Top of PROVIDED DATA
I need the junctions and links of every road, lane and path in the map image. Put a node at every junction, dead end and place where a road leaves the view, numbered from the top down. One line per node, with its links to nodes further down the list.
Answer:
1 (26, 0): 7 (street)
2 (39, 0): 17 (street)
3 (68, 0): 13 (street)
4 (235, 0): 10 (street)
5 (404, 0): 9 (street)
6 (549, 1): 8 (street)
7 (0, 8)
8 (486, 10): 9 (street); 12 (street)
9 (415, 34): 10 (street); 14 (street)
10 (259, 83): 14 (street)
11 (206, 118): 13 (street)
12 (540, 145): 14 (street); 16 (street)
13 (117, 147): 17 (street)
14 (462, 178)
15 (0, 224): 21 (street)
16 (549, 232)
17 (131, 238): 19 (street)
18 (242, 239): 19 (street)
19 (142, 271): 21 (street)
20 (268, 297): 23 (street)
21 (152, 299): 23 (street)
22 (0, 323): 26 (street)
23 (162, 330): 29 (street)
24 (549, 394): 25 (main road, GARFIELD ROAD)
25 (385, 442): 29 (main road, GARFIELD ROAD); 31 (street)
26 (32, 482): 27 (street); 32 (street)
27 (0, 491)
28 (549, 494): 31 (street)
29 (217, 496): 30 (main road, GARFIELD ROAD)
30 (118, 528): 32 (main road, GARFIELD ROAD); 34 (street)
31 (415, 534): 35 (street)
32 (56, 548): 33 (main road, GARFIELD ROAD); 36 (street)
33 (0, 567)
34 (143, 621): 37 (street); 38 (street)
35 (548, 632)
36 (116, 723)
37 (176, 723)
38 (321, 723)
Bottom of PROVIDED DATA
Top of PROVIDED DATA
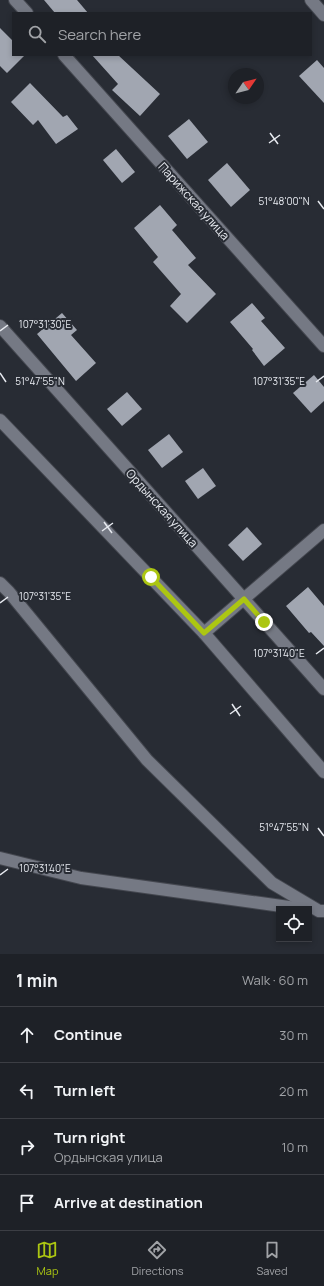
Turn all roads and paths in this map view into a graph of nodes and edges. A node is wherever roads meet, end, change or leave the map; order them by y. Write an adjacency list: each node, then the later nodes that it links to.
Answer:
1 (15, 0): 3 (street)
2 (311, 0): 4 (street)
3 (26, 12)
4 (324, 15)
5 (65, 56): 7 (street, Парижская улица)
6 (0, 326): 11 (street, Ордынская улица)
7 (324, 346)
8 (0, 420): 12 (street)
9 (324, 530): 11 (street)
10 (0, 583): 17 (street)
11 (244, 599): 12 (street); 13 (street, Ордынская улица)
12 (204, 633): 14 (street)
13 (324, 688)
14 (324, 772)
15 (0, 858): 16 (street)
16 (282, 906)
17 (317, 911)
Bottom of PROVIDED DATA
TASK BRIEF
Extract every line of the records above that contains the word "view".

SOLUTION FOR THIS PROBLEM
I need the junctions and links of every road, lane and path in the map image. Put a node at every junction, dead end and place where a road leaves the view, numbered from the top down. One line per node, with its links to nodes further down the list.
Turn all roads and paths in this map view into a graph of nodes and edges. A node is wherever roads meet, end, change or leave the map; order them by y. Write an adjacency list: each node, then the later nodes that it links to.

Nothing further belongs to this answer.